- _Material provided_
::::
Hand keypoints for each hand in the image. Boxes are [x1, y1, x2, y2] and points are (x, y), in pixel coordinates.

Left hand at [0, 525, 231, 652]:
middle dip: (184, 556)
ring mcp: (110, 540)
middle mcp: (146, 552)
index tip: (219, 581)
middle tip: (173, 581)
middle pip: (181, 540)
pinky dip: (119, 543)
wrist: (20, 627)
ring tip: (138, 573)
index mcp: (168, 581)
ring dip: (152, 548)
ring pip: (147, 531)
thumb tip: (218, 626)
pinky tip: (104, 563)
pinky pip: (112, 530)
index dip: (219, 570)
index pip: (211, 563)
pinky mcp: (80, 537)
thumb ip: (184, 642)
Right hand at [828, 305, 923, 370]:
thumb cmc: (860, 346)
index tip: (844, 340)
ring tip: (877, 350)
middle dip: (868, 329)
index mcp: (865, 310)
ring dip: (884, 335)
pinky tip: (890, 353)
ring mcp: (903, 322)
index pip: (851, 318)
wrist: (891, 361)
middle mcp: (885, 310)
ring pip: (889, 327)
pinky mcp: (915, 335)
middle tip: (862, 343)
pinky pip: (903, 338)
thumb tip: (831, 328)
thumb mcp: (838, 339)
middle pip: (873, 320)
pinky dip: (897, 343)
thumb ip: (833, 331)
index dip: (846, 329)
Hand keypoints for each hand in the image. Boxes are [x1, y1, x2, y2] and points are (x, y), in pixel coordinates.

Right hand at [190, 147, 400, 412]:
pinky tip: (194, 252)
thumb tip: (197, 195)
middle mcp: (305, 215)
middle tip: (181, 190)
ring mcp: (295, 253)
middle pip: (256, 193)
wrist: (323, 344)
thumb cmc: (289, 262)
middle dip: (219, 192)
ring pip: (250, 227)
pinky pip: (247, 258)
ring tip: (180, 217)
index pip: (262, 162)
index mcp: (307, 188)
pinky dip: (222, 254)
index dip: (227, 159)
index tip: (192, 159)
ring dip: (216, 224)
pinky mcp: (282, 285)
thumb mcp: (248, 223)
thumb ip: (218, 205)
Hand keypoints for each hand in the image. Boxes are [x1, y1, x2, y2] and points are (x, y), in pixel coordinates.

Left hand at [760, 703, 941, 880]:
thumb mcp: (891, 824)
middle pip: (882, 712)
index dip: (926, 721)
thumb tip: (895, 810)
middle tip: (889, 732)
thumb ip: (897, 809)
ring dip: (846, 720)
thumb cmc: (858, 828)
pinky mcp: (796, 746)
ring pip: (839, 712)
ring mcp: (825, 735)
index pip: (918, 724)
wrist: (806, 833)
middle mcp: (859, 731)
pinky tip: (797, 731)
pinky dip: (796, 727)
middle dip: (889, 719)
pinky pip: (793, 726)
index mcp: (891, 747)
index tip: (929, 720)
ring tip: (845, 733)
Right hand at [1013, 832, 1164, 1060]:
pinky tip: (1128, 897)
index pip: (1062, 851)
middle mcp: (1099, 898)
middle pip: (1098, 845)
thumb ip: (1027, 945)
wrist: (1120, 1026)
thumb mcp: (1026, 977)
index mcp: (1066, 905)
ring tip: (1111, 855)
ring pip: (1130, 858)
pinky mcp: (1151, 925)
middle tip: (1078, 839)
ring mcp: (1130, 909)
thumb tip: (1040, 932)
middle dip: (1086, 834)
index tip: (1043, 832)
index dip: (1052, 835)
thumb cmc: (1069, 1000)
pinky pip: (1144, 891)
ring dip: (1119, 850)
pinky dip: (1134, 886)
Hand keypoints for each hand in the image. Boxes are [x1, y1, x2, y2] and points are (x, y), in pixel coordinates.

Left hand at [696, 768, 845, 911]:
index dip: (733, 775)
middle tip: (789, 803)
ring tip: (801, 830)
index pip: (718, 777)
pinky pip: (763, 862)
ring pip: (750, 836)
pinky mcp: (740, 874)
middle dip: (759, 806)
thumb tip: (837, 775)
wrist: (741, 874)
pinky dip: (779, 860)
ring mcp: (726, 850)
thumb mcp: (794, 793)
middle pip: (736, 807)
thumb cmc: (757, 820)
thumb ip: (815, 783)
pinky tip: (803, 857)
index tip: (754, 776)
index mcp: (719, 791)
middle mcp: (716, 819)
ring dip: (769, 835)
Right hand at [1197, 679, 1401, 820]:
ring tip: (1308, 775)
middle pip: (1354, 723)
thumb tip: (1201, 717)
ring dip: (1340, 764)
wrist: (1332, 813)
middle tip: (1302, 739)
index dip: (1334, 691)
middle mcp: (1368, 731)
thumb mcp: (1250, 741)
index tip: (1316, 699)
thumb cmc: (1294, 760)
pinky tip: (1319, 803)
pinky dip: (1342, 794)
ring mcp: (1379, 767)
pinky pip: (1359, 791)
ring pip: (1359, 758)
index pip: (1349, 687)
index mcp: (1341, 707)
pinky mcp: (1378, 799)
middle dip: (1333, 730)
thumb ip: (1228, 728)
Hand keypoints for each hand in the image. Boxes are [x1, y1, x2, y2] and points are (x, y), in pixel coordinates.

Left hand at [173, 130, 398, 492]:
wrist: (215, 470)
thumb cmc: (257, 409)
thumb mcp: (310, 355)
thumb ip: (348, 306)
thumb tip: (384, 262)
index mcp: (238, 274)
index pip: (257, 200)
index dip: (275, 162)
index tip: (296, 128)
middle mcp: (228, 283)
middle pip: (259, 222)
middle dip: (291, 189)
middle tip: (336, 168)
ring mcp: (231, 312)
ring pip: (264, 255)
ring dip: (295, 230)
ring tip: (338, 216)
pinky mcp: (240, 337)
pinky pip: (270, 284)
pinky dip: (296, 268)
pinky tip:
::::
From top to bottom, return the material above unchanged.

- _Answer space_
Hand keypoints for each hand in the image. Boxes are [x1, y1, x2, y2] and points are (x, y), in pixel coordinates.

Left hand at [0, 525, 231, 652]:
middle dip: (184, 556)
ring mcp: (110, 540)
middle mcp: (146, 552)
index tip: (219, 581)
middle tip: (173, 581)
middle pip: (181, 540)
pinky dip: (119, 543)
wrist: (20, 627)
ring tip: (138, 573)
index mcp: (168, 581)
ring dip: (152, 548)
ring pip: (147, 531)
thumb tip: (218, 626)
pinky tip: (104, 563)
pinky pip: (112, 530)
index dip: (219, 570)
index pip: (211, 563)
pinky mcp: (80, 537)
thumb ip: (184, 642)
Right hand at [828, 305, 923, 370]:
thumb cmc: (860, 346)
index tip: (844, 340)
ring tip: (877, 350)
middle dip: (868, 329)
index mcp: (865, 310)
ring dip: (884, 335)
pinky tip: (890, 353)
ring mcp: (903, 322)
index pip: (851, 318)
wrist: (891, 361)
middle mcp: (885, 310)
ring pip: (889, 327)
pinky mcp: (915, 335)
middle tip: (862, 343)
pinky pip: (903, 338)
thumb tip: (831, 328)
thumb mcp: (838, 339)
middle pip: (873, 320)
pinky dip: (897, 343)
thumb ip: (833, 331)
index dip: (846, 329)
Hand keypoints for each hand in the image. Boxes are [x1, y1, x2, y2] and points are (x, y), in pixel coordinates.

Right hand at [190, 147, 400, 412]:
pinky tip: (194, 252)
thumb tip: (197, 195)
middle mcp: (305, 215)
middle tip: (181, 190)
ring mcp: (295, 253)
middle pip: (256, 193)
wrist: (323, 344)
thumb cmc: (289, 262)
middle dip: (219, 192)
ring pip: (250, 227)
pinky pip: (247, 258)
ring tip: (180, 217)
index pip: (262, 162)
index mcp: (307, 188)
pinky dip: (222, 254)
index dip: (227, 159)
index tip: (192, 159)
ring dip: (216, 224)
pinky mcp: (282, 285)
thumb mcp: (248, 223)
thumb ip: (218, 205)
Hand keypoints for each hand in the image. Boxes are [x1, y1, x2, y2] and points are (x, y), in pixel coordinates.

Left hand at [760, 703, 941, 880]:
thumb mcp: (891, 824)
middle pip: (882, 712)
index dip: (926, 721)
thumb tip: (895, 810)
middle tip: (889, 732)
thumb ip: (897, 809)
ring dip: (846, 720)
thumb cmc: (858, 828)
pinky mcp: (796, 746)
ring pip: (839, 712)
ring mcp: (825, 735)
index pip: (918, 724)
wrist: (806, 833)
middle mcp: (859, 731)
pinky tip: (797, 731)
pinky dip: (796, 727)
middle dip: (889, 719)
pinky pip: (793, 726)
index mcp: (891, 747)
index tip: (929, 720)
ring tip: (845, 733)
Right hand at [1013, 832, 1164, 1060]:
pinky tip: (1128, 897)
index pip: (1062, 851)
middle mcp: (1099, 898)
middle pip: (1098, 845)
thumb ip: (1027, 945)
wrist: (1120, 1026)
thumb mcp: (1026, 977)
index mcp: (1066, 905)
ring tip: (1111, 855)
ring pip: (1130, 858)
pinky mcp: (1151, 925)
middle tip: (1078, 839)
ring mcp: (1130, 909)
thumb tip: (1040, 932)
middle dip: (1086, 834)
index tip: (1043, 832)
index dip: (1052, 835)
thumb cmc: (1069, 1000)
pinky pip: (1144, 891)
ring dip: (1119, 850)
pinky dip: (1134, 886)
Hand keypoints for each hand in the image. Boxes are [x1, y1, x2, y2] and points are (x, y), in pixel coordinates.

Left hand at [696, 768, 845, 911]:
index dip: (733, 775)
middle tip: (789, 803)
ring tip: (801, 830)
index pip: (718, 777)
pinky pip: (763, 862)
ring pip: (750, 836)
pinky mcp: (740, 874)
middle dip: (759, 806)
thumb tip: (837, 775)
wrist: (741, 874)
pinky dip: (779, 860)
ring mcp: (726, 850)
thumb mcp: (794, 793)
middle pip: (736, 807)
thumb cmc: (757, 820)
thumb ip: (815, 783)
pinky tip: (803, 857)
index tip: (754, 776)
index mcp: (719, 791)
middle mcp: (716, 819)
ring dip: (769, 835)
Right hand at [1197, 679, 1401, 820]:
ring tip: (1308, 775)
middle pip: (1354, 723)
thumb tip: (1201, 717)
ring dip: (1340, 764)
wrist: (1332, 813)
middle tip: (1302, 739)
index dip: (1334, 691)
middle mcp: (1368, 731)
thumb mcp: (1250, 741)
index tip: (1316, 699)
thumb cmc: (1294, 760)
pinky tip: (1319, 803)
pinky dip: (1342, 794)
ring mcp: (1379, 767)
pinky pip: (1359, 791)
ring pip: (1359, 758)
index pip: (1349, 687)
index mcp: (1341, 707)
pinky mcp: (1378, 799)
middle dip: (1333, 730)
thumb ip: (1228, 728)
Hand keypoints for each hand in the image. Boxes are [x1, y1, x2, y2] and points are (x, y), in pixel coordinates.

Left hand at [173, 130, 398, 492]:
wrist: (215, 470)
thumb cmc: (257, 409)
thumb mcp: (310, 355)
thumb ip: (348, 306)
thumb tip: (384, 262)
index mcp: (238, 274)
index pip: (257, 200)
index dip: (275, 162)
index tip: (296, 128)
middle mcp: (228, 283)
middle pip: (259, 222)
middle dip: (291, 189)
middle tip: (336, 168)
ring mcp: (231, 312)
ring pip: (264, 255)
ring dip: (295, 230)
ring tip: (338, 216)
pinky mcp: (240, 337)
pinky pip: (270, 284)
pinky dip: (296, 268)
pinky tip:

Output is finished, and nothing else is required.